I have been working on the Deep Learning System course. It is the hardest course I ever studied after university. I would never thought that I need CI for a personal study project. It just shows how complex this course is.

Here is the setup: the goal is to develop a pytorch-like DL library that supports ndarray ops, autograd, and to implement DL models, LSTM for example, from scratch. That’s the exciting math part. The tricky part is it supports both CPU devices with C++11 and GPU devices with Cuda. On the user front, the interface is written in Python. I worked on my M1 laptop most of the time, and switch to my Debian desktop for Cuda implementation.

It was a fine Saturday afternoon, I made a breakthrough in implementing the gradient of Convolution Ops in Python after couple of hours of tinkering in a local coffee shop. I rushed home, boosted up Debian to test the Cuda backend, only to find “illegible memory access” error!

It took me a few cycles of rolling back to the previous change in git to find where the problems are. It made me think about the needs of CI. In the ideal scenario, I would have a CI that automatically runs the tests on the CPU and Cuda devices to ensure one bug-fix on CPU side doesn’t introduce new bugs on the Cuda, and vice versa. But I don’t have this setup at home.

# Two Components of PoorMan CI

So I implemented what I call PoorMan CI. It is a semi-automated process that gives me some benefits of the full CI. I tried hard to refrain from doing anything fancy because I don’t have time. The final homework is due in a few days. The outcome is simple yet powerful.

The PoorMan CI consists of two parts:

1. a bunch of bash functions that I can call to run the tests, capture the outputs, save them in a file, and version control it

For example, wrap the below snippet in a single function

1. a log file where I keep track of the code changes, and if the new change fixes anything, or breaks anything.

In the example below, I have a bullet point for each change committed to git with a short summary, and a link to the test results. The fce5edb and f43d7ab are the git commit hash values.

- fix grid setup, from (M, N) to (P, M)!
[[file:test_results/2022_12_11_12_48_44__fce5edb__fast_and_cuda.log]]

- ensure all data/parameters are in the right device. cpu and cuda, all pass! milestone.
[[file:test_results/2022_12_11_13_51_22__f43d7ab__fast_and_cuda.log]]


As you can see, it is very simple!

# Benefits

It changed my development cycle a bit: each time before I can claim something is done or fixed, I run this process which takes about 2 mins for two fast runs. I would use this time to reflect on what I’ve done so far, write down a short summary about what’s got fixed and what’s broken, check in the test results to git, update the test log file etc.

It sounds tedious, but I found myself enjoying doing it, it gives me confidence and reassurance about the progress I’m making. The time in reflecting also gives my brain a break and provides clarity on where to go next.

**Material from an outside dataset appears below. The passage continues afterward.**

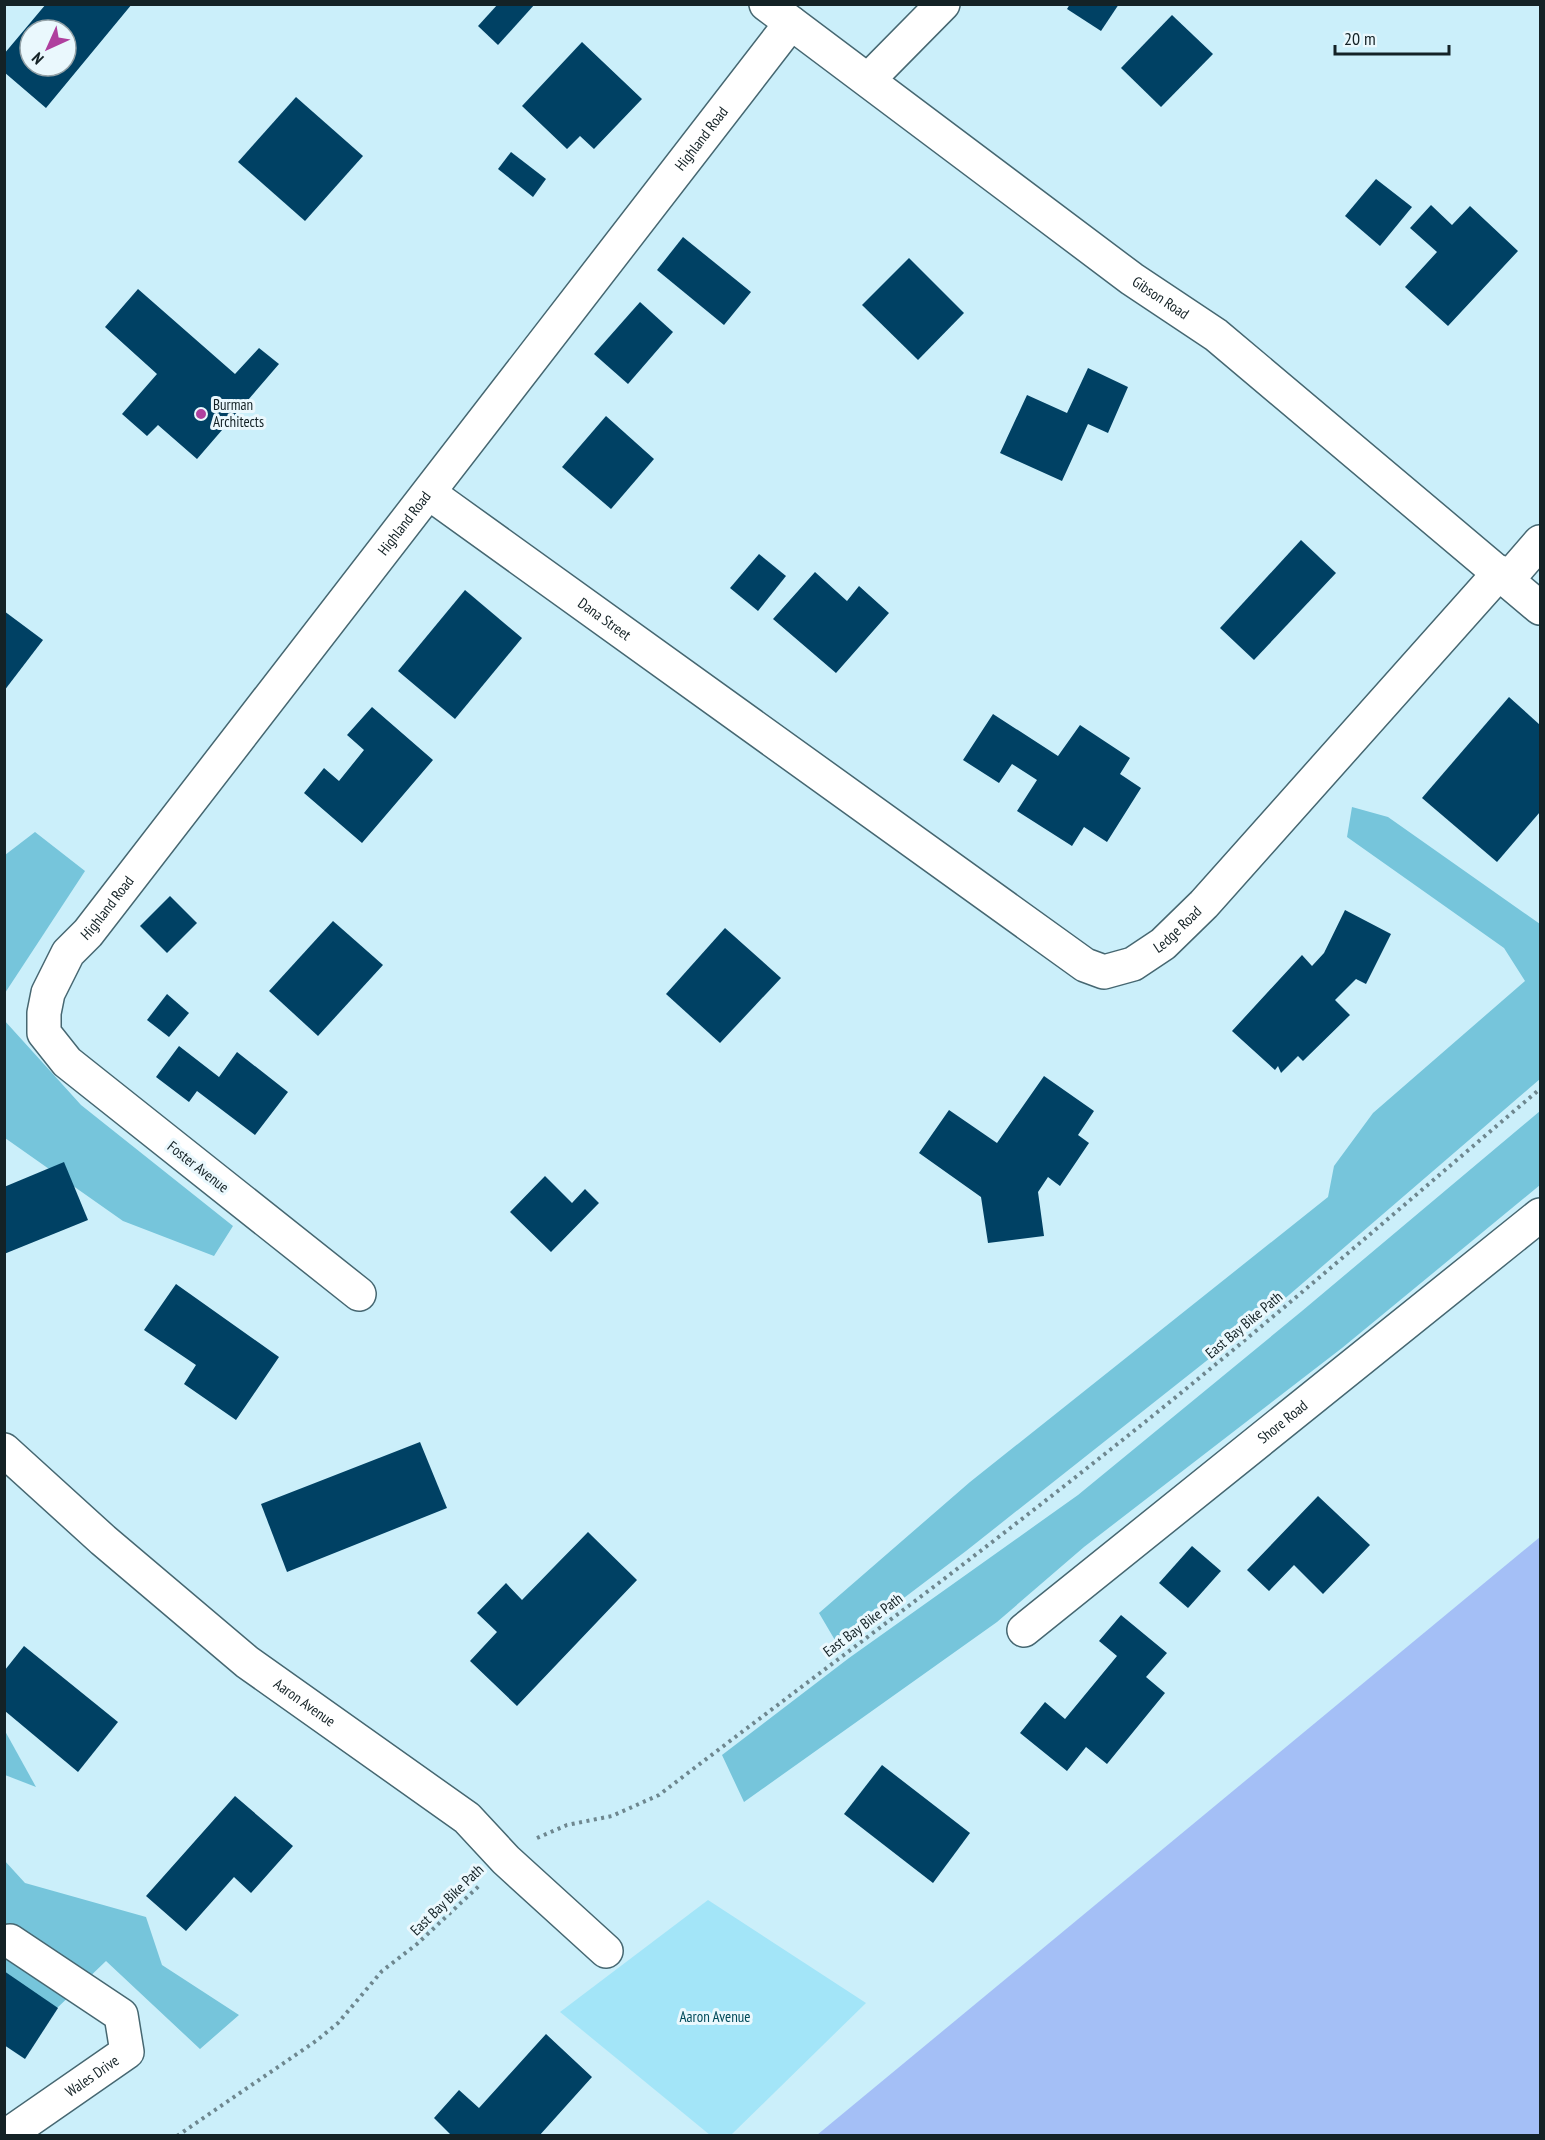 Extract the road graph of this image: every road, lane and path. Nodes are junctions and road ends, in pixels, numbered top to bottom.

During my few hours of using it, it amazes me how easy it is to introduce new issues while fixing existing ones.

# Implement in Org-mode

I don’t have to use Org-mode for this, but I don’t want to leave Emacs :) Plus, Org-mode shines in literate programming where code and documentation are put together.

This is actually how I implemented it in the first place. This section is dedicated to showing how to do it in Org-mode. I’m sure I will come back to this shortly, so it serves as documentation for myself.

Here is what I did: I have a file called poorman_ci.org, a full example can be found at this gist. An extract is demonstrated below.

I group all the tests logistically together into “fast and cpu”, “fast and cuda”, “slow and cuda”, “slow and cuda”. I have a top level header named group tests, Each group has their 2nd-level header.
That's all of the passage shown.